> [Supplied data]
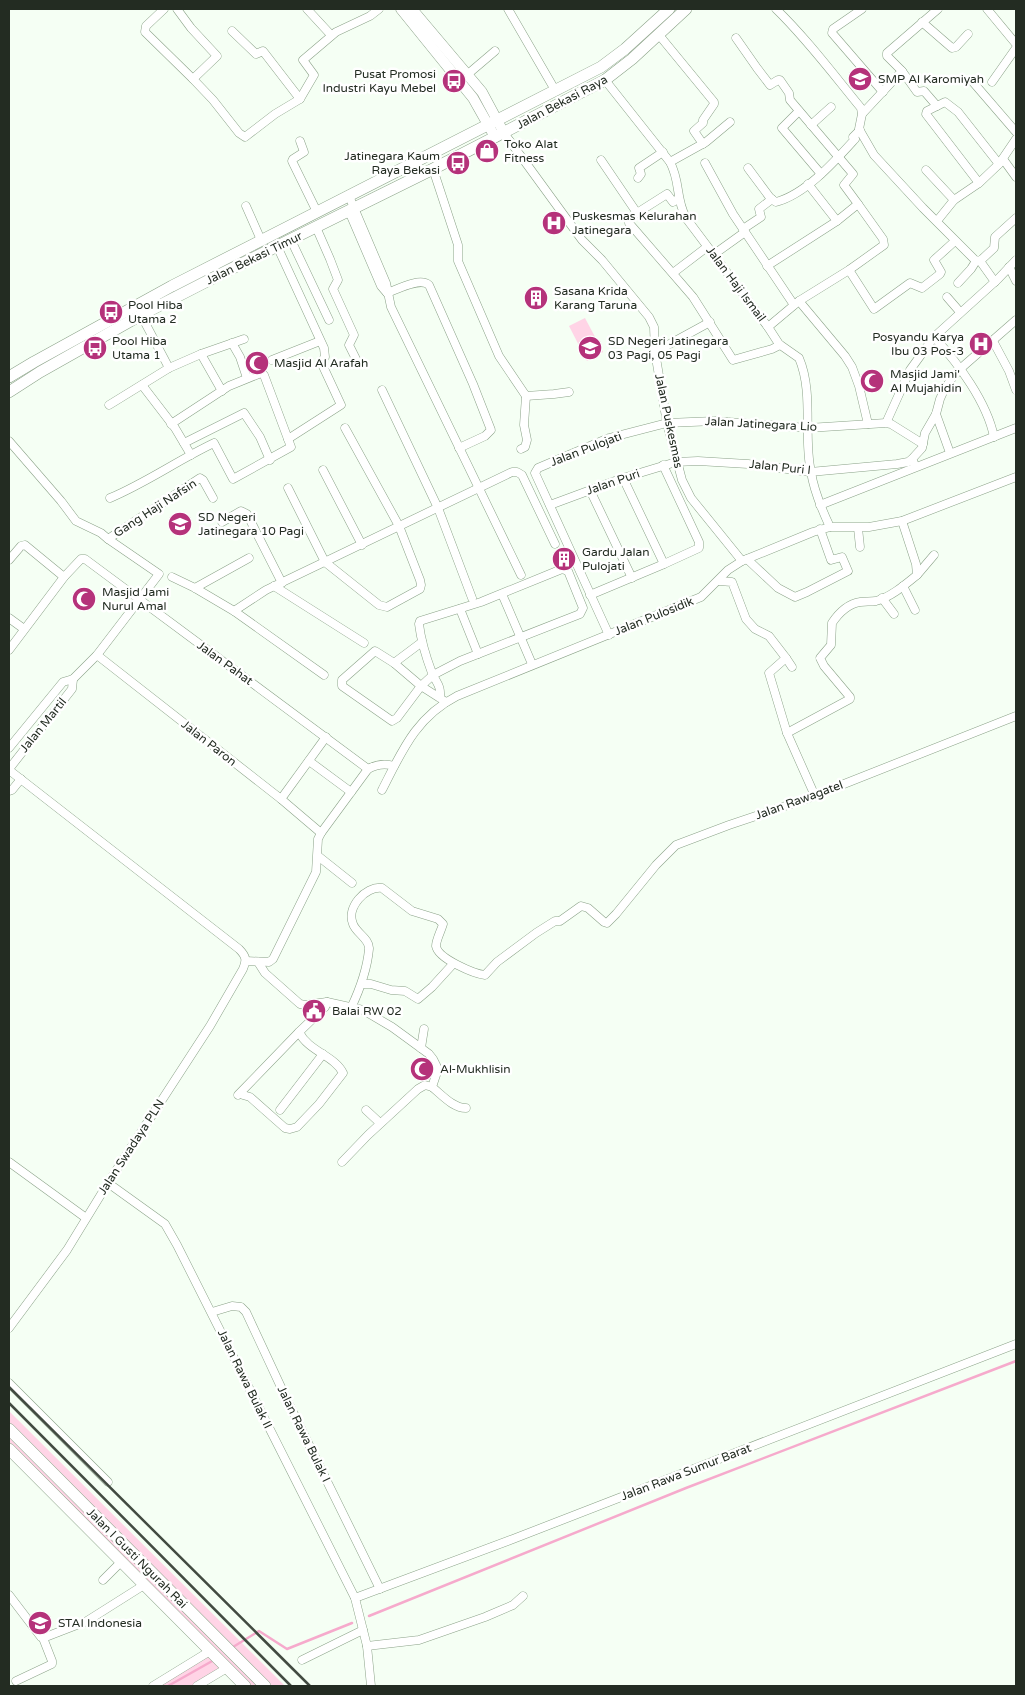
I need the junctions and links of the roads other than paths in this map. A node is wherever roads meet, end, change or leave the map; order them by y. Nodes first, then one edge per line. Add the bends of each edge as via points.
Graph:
1 (164, 9) edge
2 (176, 9) edge
3 (307, 9) edge
4 (379, 9) edge
5 (508, 9) edge
6 (669, 9) edge
7 (686, 9) edge
8 (776, 9) edge
9 (862, 9) edge
10 (938, 9) edge
11 (987, 9) edge
12 (408, 10) edge
13 (922, 22) junction
14 (232, 30) dead end
15 (968, 34) dead end
16 (659, 35) junction
17 (331, 36) junction
18 (736, 38) dead end
19 (1016, 44) edge
20 (1016, 48) edge
21 (495, 51) dead end
22 (902, 70) junction
23 (468, 74) junction
24 (193, 79) junction
25 (605, 80) junction
26 (972, 81) dead end
27 (992, 82) dead end
28 (555, 90) junction
29 (883, 92) junction
30 (300, 99) junction
31 (936, 106) junction
32 (831, 108) dead end
33 (799, 111) junction
34 (862, 114) junction
35 (730, 122) dead end
36 (494, 123) junction
37 (811, 125) junction
38 (860, 130) junction
39 (1016, 132) edge
40 (500, 135) junction
41 (1016, 139) edge
42 (300, 141) dead end
43 (702, 144) junction
44 (663, 152) junction
45 (839, 156) junction
46 (601, 160) dead end
47 (1001, 161) junction
48 (670, 162) junction
49 (705, 163) dead end
50 (748, 168) dead end
51 (433, 169) junction
52 (926, 170) dead end
53 (821, 174) junction
54 (1016, 177) edge
55 (638, 178) dead end
56 (979, 183) junction
57 (808, 184) junction
58 (349, 196) junction
59 (678, 199) junction
60 (772, 199) junction
61 (954, 200) junction
62 (858, 204) junction
63 (246, 206) dead end
64 (350, 210) junction
65 (317, 212) junction
66 (637, 213) junction
67 (1016, 218) edge
68 (837, 221) junction
69 (937, 221) junction
70 (316, 227) junction
71 (744, 230) junction
72 (261, 240) junction
73 (291, 240) junction
74 (955, 241) junction
75 (277, 246) junction
76 (707, 247) junction
77 (713, 255) junction
78 (1016, 260) edge
79 (978, 261) junction
80 (767, 266) junction
81 (1009, 267) junction
82 (849, 270) junction
83 (673, 273) junction
84 (1016, 281) edge
85 (995, 282) junction
86 (958, 283) dead end
87 (387, 293) junction
88 (946, 297) dead end
89 (797, 303) junction
90 (960, 312) junction
91 (142, 315) junction
92 (329, 320) dead end
93 (1016, 320) edge
94 (710, 322) junction
95 (768, 327) junction
96 (934, 337) junction
97 (244, 339) dead end
98 (320, 341) junction
99 (993, 341) junction
100 (232, 343) junction
101 (780, 345) junction
102 (655, 352) junction
103 (201, 354) junction
104 (272, 360) dead end
105 (358, 363) dead end
106 (169, 368) junction
107 (960, 369) junction
108 (9, 377) edge
109 (247, 378) junction
110 (142, 385) junction
111 (382, 390) dead end
112 (1016, 390) edge
113 (222, 391) junction
114 (9, 392) edge
115 (569, 392) dead end
116 (526, 396) junction
117 (109, 405) dead end
118 (936, 414) junction
119 (886, 422) junction
120 (667, 423) junction
121 (171, 424) junction
122 (868, 424) junction
123 (345, 428) dead end
124 (808, 428) junction
125 (1016, 428) edge
126 (994, 437) junction
127 (288, 439) junction
128 (9, 441) edge
129 (184, 443) junction
130 (922, 444) junction
131 (459, 448) junction
132 (521, 449) dead end
133 (950, 453) junction
134 (191, 454) junction
135 (270, 460) junction
136 (676, 462) junction
137 (914, 463) junction
138 (663, 465) junction
139 (886, 466) junction
140 (323, 470) dead end
141 (810, 472) junction
142 (891, 477) junction
143 (1016, 477) edge
144 (623, 478) junction
145 (288, 488) dead end
146 (478, 488) junction
147 (590, 490) junction
148 (110, 498) dead end
149 (213, 498) dead end
150 (820, 504) junction
151 (550, 505) junction
152 (438, 508) junction
153 (902, 521) junction
154 (222, 522) dead end
155 (399, 526) junction
156 (830, 527) junction
157 (858, 528) junction
158 (820, 529) junction
159 (108, 538) junction
160 (362, 544) junction
161 (555, 544) dead end
162 (860, 547) dead end
163 (934, 555) dead end
164 (249, 558) dead end
165 (9, 560) edge
166 (744, 560) junction
167 (325, 562) junction
168 (664, 564) junction
169 (521, 575) dead end
170 (917, 575) junction
171 (64, 577) junction
172 (172, 577) dead end
173 (632, 578) junction
174 (719, 581) junction
175 (282, 583) junction
176 (274, 586) junction
177 (903, 586) junction
178 (195, 588) junction
179 (502, 594) junction
180 (590, 594) junction
181 (472, 598) dead end
182 (882, 598) junction
183 (140, 600) junction
184 (460, 609) junction
185 (915, 610) dead end
186 (234, 611) junction
187 (894, 614) dead end
188 (9, 618) edge
189 (24, 629) junction
190 (609, 635) junction
191 (520, 637) junction
192 (422, 642) junction
193 (364, 643) dead end
194 (9, 650) edge
195 (478, 654) junction
196 (97, 655) junction
197 (786, 658) junction
198 (394, 663) junction
199 (532, 664) junction
200 (792, 667) dead end
201 (324, 675) dead end
202 (433, 675) junction
203 (73, 680) junction
204 (421, 686) junction
205 (443, 700) junction
206 (1016, 716) edge
207 (787, 733) junction
208 (326, 737) junction
209 (9, 748) edge
210 (309, 761) junction
211 (394, 766) junction
212 (9, 769) edge
213 (368, 770) junction
214 (21, 779) junction
215 (9, 790) edge
216 (382, 790) dead end
217 (351, 792) junction
218 (815, 796) junction
219 (281, 799) junction
220 (321, 833) junction
221 (318, 856) junction
222 (352, 883) dead end
223 (246, 961) junction
224 (258, 962) junction
225 (454, 964) junction
226 (362, 984) junction
227 (326, 1002) junction
228 (351, 1008) junction
229 (424, 1029) dead end
230 (299, 1032) junction
231 (421, 1048) junction
232 (323, 1054) junction
233 (432, 1087) junction
234 (466, 1108) dead end
235 (280, 1110) dead end
236 (366, 1110) dead end
237 (380, 1123) junction
238 (9, 1162) edge
239 (342, 1162) dead end
240 (108, 1183) junction
241 (86, 1218) junction
242 (212, 1312) junction
243 (9, 1328) edge
244 (1016, 1344) edge
245 (9, 1383) edge
246 (9, 1429) edge
247 (9, 1451) edge
248 (108, 1482) dead end
249 (121, 1562) junction
250 (103, 1580) dead end
251 (144, 1585) junction
252 (380, 1589) junction
253 (9, 1595) edge
254 (523, 1596) dead end
255 (355, 1598) junction
256 (363, 1630) junction
257 (43, 1638) junction
258 (367, 1646) junction
259 (212, 1653) junction
260 (302, 1660) dead end
261 (225, 1666) junction
262 (16, 1681) dead end
263 (153, 1686) edge
264 (197, 1686) edge
265 (245, 1686) edge
266 (264, 1686) edge
267 (371, 1686) edge

1 - 24 street via 146,26 146,32
2 - 24 street via 217,55
3 - 17 street
4 - 17 street
5 - 28 street
6 - 28 main road, Jalan Bekasi Raya via 601,67
7 - 16 main road, Jalan Bekasi Raya
8 - 34 street via 817,53 861,108
9 - 29 street via 832,33
10 - 13 street
11 - 19 street
12 - 23 street
12 - 36 street
13 - 15 street via 952,48
13 - 22 street via 887,53
14 - 30 street via 256,54 263,51
16 - 25 main road, Jalan Bekasi Raya
16 - 43 street via 714,102 703,123 694,131
17 - 30 street via 303,60 314,76
18 - 33 street via 770,85 780,80
20 - 27 street
21 - 23 street
22 - 29 street
22 - 31 street via 917,92 927,93
23 - 36 street via 482,92
24 - 30 street via 245,137
25 - 40 main road, Jalan Bekasi Raya
25 - 44 street, Jalan Haji Ismail
26 - 39 street
28 - 36 main road, Jalan Bekasi Raya
29 - 34 street
31 - 47 street via 945,102 958,112
31 - 56 street via 926,114
32 - 37 street
33 - 37 street
33 - 53 street via 782,128
34 - 38 street
35 - 43 street
36 - 40 street
36 - 58 main road, Jalan Bekasi Timur
37 - 45 street
38 - 45 street
38 - 69 street via 874,155
40 - 51 main road, Jalan Bekasi Timur
40 - 102 street, Jalan Puskesmas via 582,240 649,317 654,327
41 - 47 street
42 - 65 street via 304,152 292,161
43 - 48 street
44 - 48 street, Jalan Haji Ismail
44 - 55 street via 639,168 641,174
45 - 53 street
45 - 62 street via 853,174 844,185
46 - 66 street
47 - 54 street
47 - 56 street
48 - 59 street, Jalan Haji Ismail via 676,173
49 - 71 street
50 - 60 street
51 - 64 main road, Jalan Bekasi Timur
51 - 116 street via 458,245 461,268 500,356
52 - 61 street
53 - 57 street
56 - 61 street
57 - 60 street via 786,199 776,202
57 - 68 street
58 - 64 street
58 - 65 main road, Jalan Bekasi Timur
59 - 66 street via 674,202 668,194
59 - 76 street, Jalan Haji Ismail via 686,218
60 - 71 street via 759,209 761,217
61 - 69 street
62 - 68 street
62 - 82 street via 884,244
63 - 72 street
64 - 70 main road, Jalan Bekasi Timur
64 - 87 street via 386,283
65 - 72 main road, Jalan Bekasi Timur
66 - 83 street via 629,218 629,223
67 - 79 street via 995,237 994,248
68 - 80 street
69 - 74 street
70 - 73 main road, Jalan Bekasi Timur
70 - 105 street via 338,280 333,289 354,335 349,345
71 - 77 street
71 - 80 street
72 - 108 main road, Jalan Bekasi Timur
73 - 75 main road, Jalan Bekasi Timur
73 - 92 street
74 - 79 street
74 - 82 street via 934,259 940,274 922,288 910,283 874,308
75 - 91 main road, Jalan Bekasi Timur
75 - 98 street
76 - 77 street, Jalan Haji Ismail
76 - 83 street
77 - 95 street, Jalan Haji Ismail
78 - 81 street
79 - 85 street
79 - 86 street
80 - 89 street
81 - 84 street
81 - 85 street
82 - 89 street
83 - 94 street
85 - 90 street
87 - 131 street
87 - 131 street via 420,282 429,285 491,430
88 - 90 street
89 - 95 street
89 - 122 street via 852,367
90 - 96 street
91 - 106 street
91 - 114 main road, Jalan Bekasi Timur
93 - 99 street
94 - 101 street via 733,360
94 - 102 street
95 - 101 street, Jalan Haji Ismail
96 - 107 street
96 - 119 street via 910,370
97 - 100 street
98 - 104 street
98 - 127 street via 325,355 321,363 341,405
99 - 107 street
99 - 112 street
100 - 103 street
100 - 109 street
101 - 124 street, Jalan Haji Ismail via 796,355 800,362 808,401
102 - 120 street, Jalan Puskesmas
103 - 106 street
103 - 113 street
106 - 110 street
107 - 118 street via 944,390
107 - 126 street via 980,400
109 - 113 street
109 - 127 street via 262,374
110 - 117 street
110 - 121 street
111 - 152 street
113 - 121 street
115 - 116 street
116 - 132 street via 524,422 527,440
118 - 130 street via 924,433
118 - 133 street
119 - 122 street, Jalan Jatinegara Lio
119 - 130 street
120 - 124 street, Jalan Jatinegara Lio via 715,421
120 - 136 street, Jalan Puskesmas
120 - 151 street, Jalan Pulojati via 609,438 538,468 535,473
121 - 129 street
122 - 124 street, Jalan Jatinegara Lio
123 - 155 street
124 - 141 street, Jalan Haji Ismail
125 - 126 street
126 - 133 street
127 - 135 street via 292,447
128 - 159 street, Gang Haji Nafsin via 76,521
129 - 134 street
129 - 135 street via 244,413
130 - 137 street
131 - 146 street
133 - 137 street
134 - 135 street via 215,444 234,479
134 - 148 street
136 - 138 street, Jalan Puri
136 - 141 street, Jalan Puri I via 730,462
136 - 166 street, Jalan Puskesmas via 691,498
137 - 139 street, Jalan Puri I
137 - 142 street
138 - 144 street, Jalan Puri
138 - 168 street via 700,546
139 - 141 street, Jalan Puri I
139 - 142 street
140 - 160 street
141 - 150 street, Jalan Haji Ismail
142 - 150 street
143 - 153 street, Jalan Pulosidik
144 - 147 street, Jalan Puri
144 - 168 street
145 - 167 street
146 - 152 street
146 - 161 street via 512,472 522,475
146 - 169 street
147 - 151 street, Jalan Puri
147 - 173 street
149 - 159 street, Gang Haji Nafsin via 200,478
150 - 156 street, Jalan Haji Ismail
151 - 180 street, Jalan Pulojati
152 - 155 street
152 - 181 street
153 - 157 street, Jalan Pulosidik
153 - 170 street
154 - 175 street via 241,511 247,514
155 - 160 street
155 - 167 street via 421,586 387,607 379,605
156 - 157 street, Jalan Pulosidik
156 - 158 street, Jalan Pulosidik
157 - 162 street
158 - 166 street, Jalan Pulosidik
158 - 166 street, Jalan Puskesmas via 831,560 842,557 848,571 795,597 778,588
159 - 183 street, Jalan Martil via 159,574
160 - 167 street
163 - 170 street
164 - 178 street
165 - 171 street via 20,546 25,545
166 - 174 street, Jalan Pulosidik via 728,570
167 - 175 street
168 - 173 street
170 - 177 street
171 - 183 street, Jalan Pahat via 81,558 88,560
171 - 189 street
172 - 178 street
173 - 180 street
174 - 190 street, Jalan Pulosidik via 701,597
174 - 197 street via 732,582 746,619 755,629 769,636
175 - 176 street
176 - 186 street
176 - 193 street
177 - 182 street
177 - 185 street
178 - 186 street
179 - 184 street
179 - 191 street
179 - 191 street via 562,569 568,571 583,612
180 - 190 street, Jalan Pulojati
182 - 187 street
182 - 207 street via 850,606 830,626 831,645 820,658 850,699
183 - 196 street, Jalan Martil
183 - 208 street, Jalan Pahat
184 - 192 street via 420,621
184 - 195 street
186 - 201 street
188 - 189 street
189 - 194 street
190 - 199 street, Jalan Pulosidik
191 - 195 street
191 - 199 street
192 - 198 street
192 - 202 street
195 - 202 street
196 - 203 street, Jalan Martil
196 - 219 street, Jalan Paron
197 - 200 street
197 - 207 street via 769,673
198 - 204 street
198 - 204 street via 373,652 342,680 342,686 392,721
199 - 205 street, Jalan Pulosidik
202 - 204 street
202 - 205 street
203 - 209 street, Jalan Martil via 63,682
203 - 212 street, Jalan Martil via 72,689
204 - 205 street
205 - 211 street, Jalan Pulosidik via 408,739
206 - 218 street, Jalan Rawagatel
207 - 218 street
208 - 210 street
208 - 213 street, Jalan Pahat
210 - 217 street
210 - 219 street
211 - 213 street via 377,765
211 - 216 street, Jalan Pulosidik
212 - 214 street
213 - 217 street
214 - 215 street
214 - 223 street via 239,949
217 - 220 street
218 - 225 street, Jalan Rawagatel via 676,845 605,923 583,906 536,933 485,975
219 - 220 street, Jalan Paron
220 - 221 street
221 - 222 street
221 - 224 street via 316,872 274,957 269,962
223 - 224 street
223 - 240 street, Jalan Swadaya PLN via 210,1026
224 - 227 street via 265,973 300,1004
225 - 226 street via 418,999 405,991
225 - 226 street via 437,949 443,926 441,922 412,911 382,888 368,890 350,916 355,929 369,945
226 - 228 street
227 - 228 street
227 - 230 street
228 - 231 street via 372,1014
229 - 231 street
230 - 232 street via 310,1046
230 - 232 street via 240,1095 250,1097 285,1128 297,1127 343,1073
231 - 233 street via 437,1066
232 - 235 street
233 - 234 street via 452,1104
233 - 237 street via 425,1085 418,1089
236 - 237 street
237 - 239 street
238 - 241 street
240 - 241 street, Jalan Swadaya PLN
240 - 242 street, Jalan Rawa Bulak II via 165,1224
241 - 243 street, Jalan Swadaya PLN via 67,1250
242 - 252 street, Jalan Rawa Bulak I via 232,1306 241,1307 246,1312
242 - 255 street, Jalan Rawa Bulak II
244 - 252 street, Jalan Rawa Sumur Barat
245 - 248 street
246 - 266 main road, Jalan I Gusti Ngurah Rai
247 - 249 main road, Jalan I Gusti Ngurah Rai
249 - 250 street
249 - 251 main road, Jalan I Gusti Ngurah Rai
251 - 257 street via 87,1621
251 - 259 main road, Jalan I Gusti Ngurah Rai
252 - 255 street, Jalan Rawa Sumur Barat
253 - 257 street
254 - 258 street via 514,1605 414,1642
255 - 256 street, Jalan Rawa Bulak II
256 - 258 street, Jalan Rawa Bulak II
256 - 260 street
257 - 262 street via 52,1664
258 - 267 street, Jalan Rawa Bulak II
259 - 261 main road, Jalan I Gusti Ngurah Rai
259 - 263 street
261 - 264 street
261 - 265 main road, Jalan I Gusti Ngurah Rai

> [Problem statement] For an answer, give a copy of every line in the listing that holds the word "Timur".

> [Written response]
36 - 58 main road, Jalan Bekasi Timur
40 - 51 main road, Jalan Bekasi Timur
51 - 64 main road, Jalan Bekasi Timur
58 - 65 main road, Jalan Bekasi Timur
64 - 70 main road, Jalan Bekasi Timur
65 - 72 main road, Jalan Bekasi Timur
70 - 73 main road, Jalan Bekasi Timur
72 - 108 main road, Jalan Bekasi Timur
73 - 75 main road, Jalan Bekasi Timur
75 - 91 main road, Jalan Bekasi Timur
91 - 114 main road, Jalan Bekasi Timur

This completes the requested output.